In this post, I will show you how DevOps practices can add value to a variety of Office 365 development scenarios. The practices we will discuss are Infrastructure as Code, Continuous Integration, and Continuous Delivery. The advances in DevOps and SharePoint Framework (SPFx) have allowed us to make advancements in the way that we develop software and have improved our efficiency.

Infrastructure as Code (IaC)

Practicing IaC means that the infrastructure your applications depend on is created and maintained by code that is source controlled, tested, and deployed to production much like software. When discussing IaC, we’re typically talking about provisioning resources to a cloud provider. In our case, the “infrastructure” is Office 365 – a SaaS product with extensive customization and configuration options.  

While you could manage your O365 tenant with PowerShell, the code-centric and template-based PnP Provisioning Framework aligns better with this practice because: 

  1. Using the frameworks declarative XML syntax, you describe what you want to exist rather than writing code to manage how it gets created.
  2. It is easier for developers to run idempotent deployments to enact the desired state of your Office 365 tenant.  

While originally developed to support SharePoint Online and on-premise deployments, you can see in its latest schema that it has expanded to support Microsoft Teams, OneDrive, and Active Directory.  

Continuous Integration (CI) 

The practice of continuously integrating first means that your team has established the habit of frequently merging small batches of changes into a central code repository. Upon that merge, we automatically build and test the code to quickly identify bugs and quality issues.  

SharePoint Framework is a commonly used tool used to extend the capabilities of SharePoint Online and on-premise Much like the Provisioning Framework, SharePoint Framework is expanding to support other Office 365 services. You can currently use it to develop for Microsoft Teams and will soon be able to use it to develop Office Add-Ins.

Azure DevOps is a one-stop-shop service that provides everything you need throughout the software development lifecycle. For example, your team can version control your projects source code in Repos. After merging changes, use Pipelines to trigger a CI process that runs the build and test tasks of your SharePoint Framework solution.  

Continuous Delivery (CD)

Continuous Delivery, the practice of running automated deployments through a sequence of environments, starts after a completed CI process. Azure DevOps Pipelines will again be the tool of choice to execute the deployment procedures against each environment.

Example Solution

A solution demonstrating how to use the technologies and practices described above is available on Applied Information ScienceGitHub account. The result is a pipeline capable of receiving frequent changes to O365 configuration and SPFx applications from 1 or many developers, verifying the quality of the change, and deploying it to a series of environments.

Dev Tenant Diagram

I encourage you to explore the source code using the following summary as a guide. You’ll find the solution organized into three areas – SPFx, Provisioning, and Pipeline.

SPFx

A simple hello world web part was created using the yeoman generator. Jest was added to test the code. Npm and gulp scripts are used to build and package the source code which produces an sppkg file.

Provisioning

The PnP Provisioning Template XML file found here defines the desired state of the target tenant. The following is the desired state:

  1. Install the SPFx App into the tenant App Catalog.
  2. Create a site collection that will host our web parts page.
  3. Install the SPFx App to the Site Collection.
  4. Create a page that will host our web part.
  5. Add the web part to the page.

By using parameters for the tenant URL and site owner, the same template can be deployed to multiple environments. A PowerShell build script bundles the template and all required files, such as the SPFx sppkg file, into a single pnp file ready for deployment.

Pipeline

A multi-stage YAML pipeline defined in the Pipeline folder of the example solution runs the following process:

  1. Build, test, and package the SPFx and Provisioning Template source code.
  2. Deploy the prerequisite SharePoint infrastructure to the tenant if it does not already exist.
  3. Install and configure the SPFx web part.
  4. Repeat #2 and #3 for all environments.

Build Process Diagram

Secret variables, such as the username and password used to connect to the tenant, are only referenced in the pipeline. The values are set and encrypted in the Azure DevOps pipeline editor.
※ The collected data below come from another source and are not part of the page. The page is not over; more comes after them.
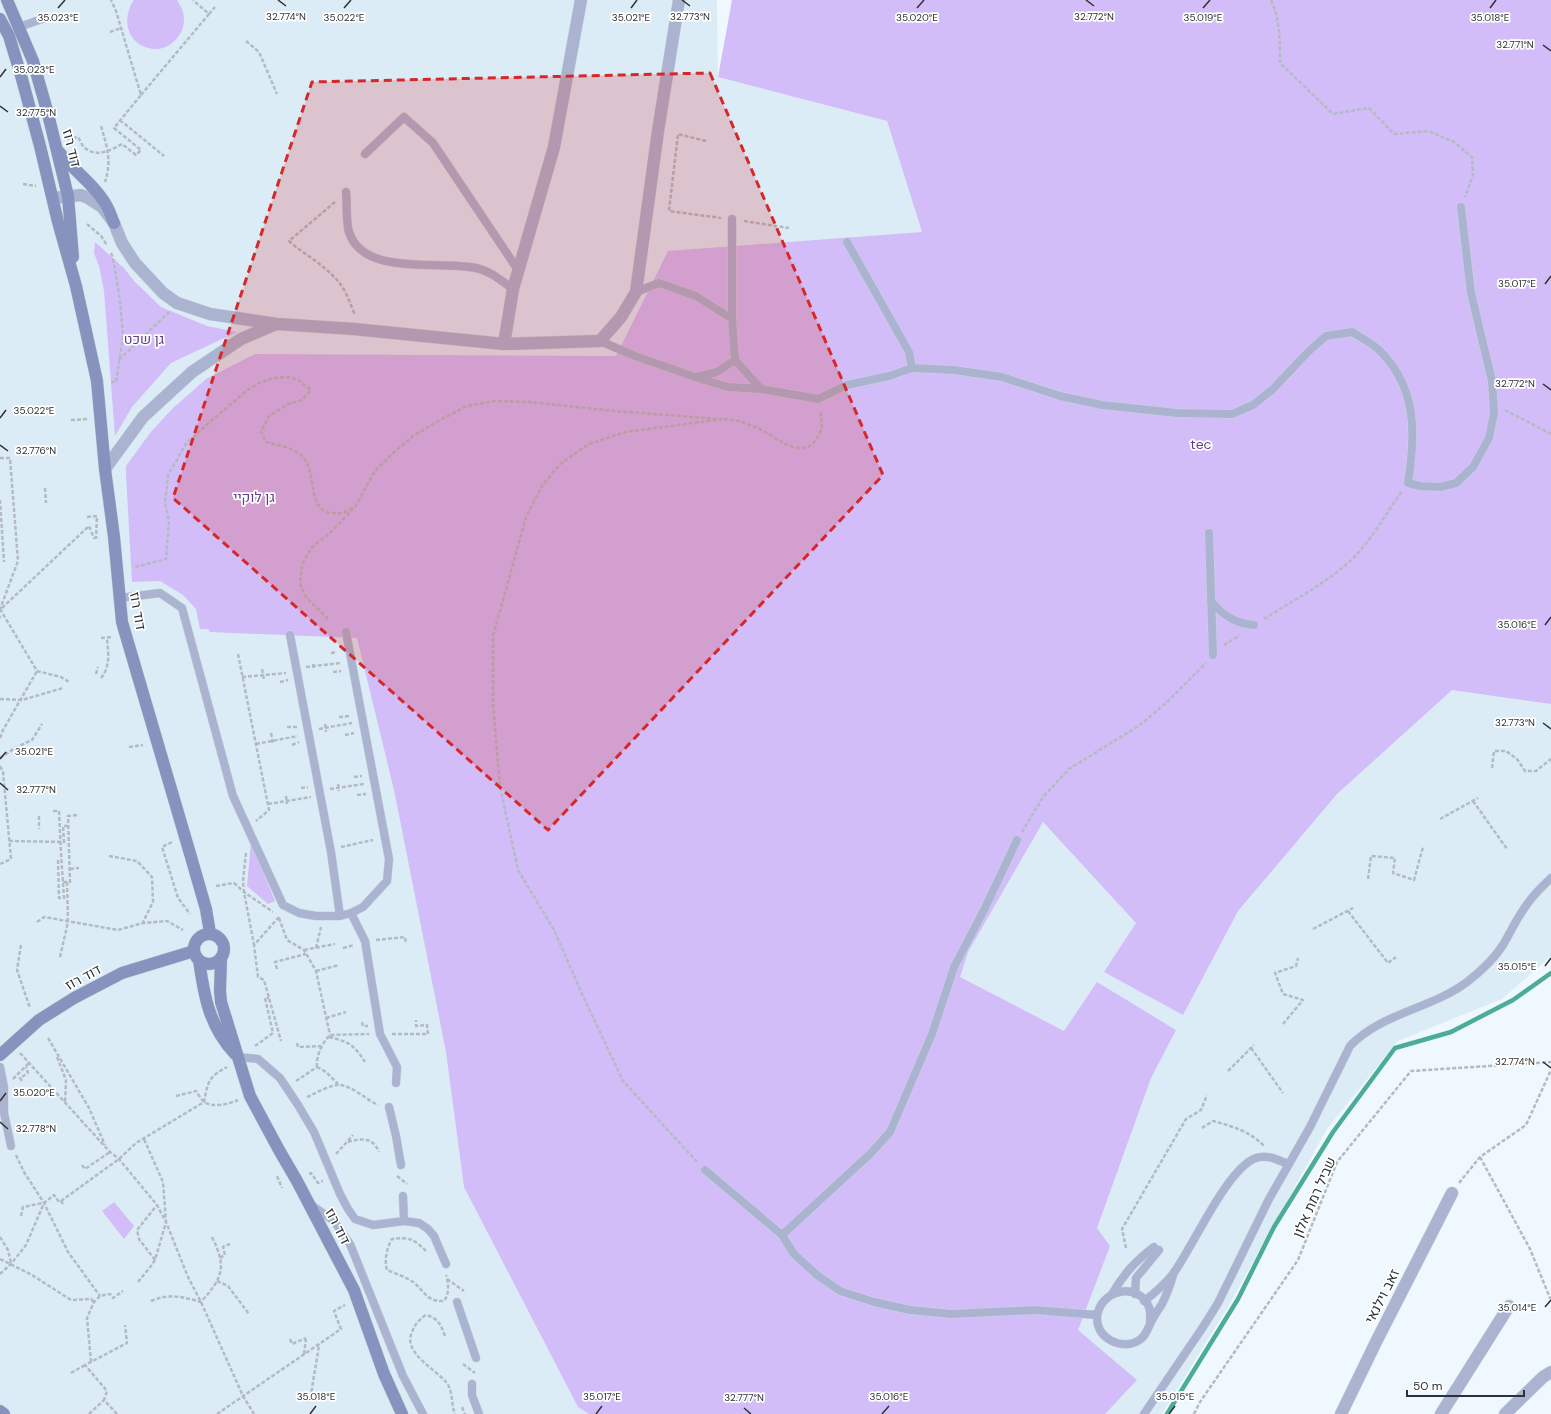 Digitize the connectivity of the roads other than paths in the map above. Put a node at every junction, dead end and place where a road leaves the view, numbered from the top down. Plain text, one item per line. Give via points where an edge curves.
1 (7, 0) edge
2 (581, 0) edge
3 (679, 0) edge
4 (45, 18) dead end
5 (0, 20) edge
6 (20, 27) junction
7 (56, 149) junction
8 (365, 154) dead end
9 (346, 192) road end
10 (68, 196) junction
11 (52, 198) junction
12 (1461, 207) road end
13 (732, 219) road end
14 (114, 223) junction
15 (847, 242) dead end
16 (518, 270) junction
17 (76, 286) junction
18 (513, 289) junction
19 (636, 292) junction
20 (732, 319) junction
21 (278, 324) junction
22 (600, 341) junction
23 (504, 344) junction
24 (735, 360) junction
25 (912, 368) junction
26 (695, 377) junction
27 (761, 389) junction
28 (105, 469) junction
29 (1209, 533) dead end
30 (120, 598) junction
31 (1211, 601) junction
32 (1254, 625) dead end
33 (346, 632) dead end
34 (290, 635) dead end
35 (1213, 655) dead end
36 (1017, 840) dead end
37 (1551, 878) edge
38 (351, 913) junction
39 (340, 916) junction
40 (210, 933) junction
41 (197, 956) junction
42 (221, 958) junction
43 (0, 1056) edge
44 (238, 1058) junction
45 (0, 1067) edge
46 (396, 1083) dead end
47 (385, 1107) road end
48 (12, 1146) road end
49 (1288, 1164) junction
50 (401, 1165) dead end
51 (705, 1170) road end
52 (1452, 1193) road end
53 (403, 1196) dead end
54 (310, 1204) junction
55 (404, 1220) junction
56 (782, 1235) junction
57 (445, 1268) road end
58 (1174, 1272) junction
59 (1112, 1294) junction
60 (1135, 1294) junction
61 (1144, 1301) junction
62 (457, 1302) dead end
63 (1509, 1306) dead end
64 (1097, 1315) junction
65 (1150, 1323) junction
66 (476, 1358) dead end
67 (1551, 1372) edge
68 (472, 1384) dead end
69 (0, 1411) edge
70 (4, 1414) edge
71 (402, 1414) edge
72 (423, 1414) edge
73 (479, 1414) edge
74 (1144, 1414) edge
75 (1341, 1414) edge
76 (1441, 1414) edge
77 (1504, 1414) edge

1 - 6 street, דוד רוז
2 - 16 street via 554,147
3 - 19 street
4 - 6 lane
5 - 11 street, דוד רוז via 9,36 22,79
6 - 7 street, דוד רוז via 33,61
7 - 10 street, דוד רוז
7 - 14 street via 105,203
8 - 16 lane via 404,117 433,143
9 - 18 lane via 348,232 356,245 373,258 392,264 458,265 478,268 494,275
10 - 11 street
10 - 14 street via 81,195 88,198 102,207
10 - 17 street, דוד רוז
11 - 17 street, דוד רוז
12 - 25 lane via 1471,293 1492,381 1494,413 1489,438 1474,467 1456,483 1440,487 1408,483 1414,430 1411,406 1400,375 1377,348 1352,332 1326,336 1272,390 1253,405 1232,414 1177,413 1102,405 1060,396 1002,377 954,370
13 - 20 lane
14 - 21 street via 122,243 135,263 163,293 177,303 210,314
15 - 25 lane via 909,352
16 - 18 street
17 - 28 street, דוד רוז via 97,381
18 - 23 street
19 - 20 lane via 659,283 696,296
19 - 22 street via 621,317
20 - 24 lane
21 - 23 street
21 - 28 street via 241,339 192,372 143,417
22 - 23 street
22 - 26 lane
24 - 26 lane via 717,372
24 - 27 lane
25 - 27 lane via 847,385 818,399
26 - 27 lane via 728,387
28 - 30 street, דוד רוז
29 - 31 lane
30 - 39 lane via 160,592 182,608 233,796 283,905 299,913
30 - 40 street, דוד רוז via 122,622 200,889
31 - 32 lane via 1224,616 1245,625
31 - 35 lane
33 - 38 lane via 389,860 387,882 363,907
34 - 39 lane via 331,852
36 - 56 lane via 954,967 932,1034 890,1132 870,1154
37 - 49 lane via 1528,903 1502,946 1484,968 1466,983 1359,1036 1350,1046
38 - 39 lane
38 - 46 lane via 365,941 378,1034 397,1067
40 - 41 street via 195,942
40 - 42 street via 219,937 224,945 224,954
41 - 42 street via 208,964
41 - 43 street, דוד רוז via 122,973 39,1020
41 - 44 street via 211,1016 226,1045
42 - 44 street, דוד רוז via 221,1002
44 - 54 street, דוד רוז via 250,1096
44 - 55 lane via 258,1059 280,1078 314,1132 348,1209 355,1219 373,1225
45 - 48 lane via 4,1087 4,1113
47 - 50 lane via 396,1136
49 - 58 lane via 1262,1156 1254,1158 1237,1173
49 - 74 lane via 1218,1303
51 - 56 lane
52 - 75 street, זאב וילנאי
53 - 55 lane
54 - 71 street, דוד רוז via 354,1290 384,1374
54 - 72 lane via 334,1221 350,1244 403,1376
55 - 57 lane via 419,1223 434,1236
56 - 64 lane via 794,1254 817,1275 840,1291 874,1302 910,1310 951,1314 1035,1310
58 - 61 lane via 1156,1293
58 - 65 lane via 1162,1303
59 - 60 lane via 1125,1291
59 - 60 lane via 1124,1274 1138,1259 1157,1248 1136,1278
59 - 64 lane via 1101,1304
60 - 61 lane
61 - 65 lane via 1149,1307
62 - 66 lane
63 - 76 street
64 - 65 lane via 1101,1331 1112,1342 1120,1344 1136,1342 1143,1337
67 - 77 street
68 - 73 lane via 472,1395
69 - 70 street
Variables Diagram with Passwords

Conclusion

In the not-too-distant past, it was high effort to write unit tests for a SharePoint solution, and most deployments were manual. In this post, I have shown you how advancements in the platform and tooling have changed this. The mentality, practices, and tools brought by DevOps can improve the pace and quality of any software development and infrastructure management project, including projects building upon Office 365.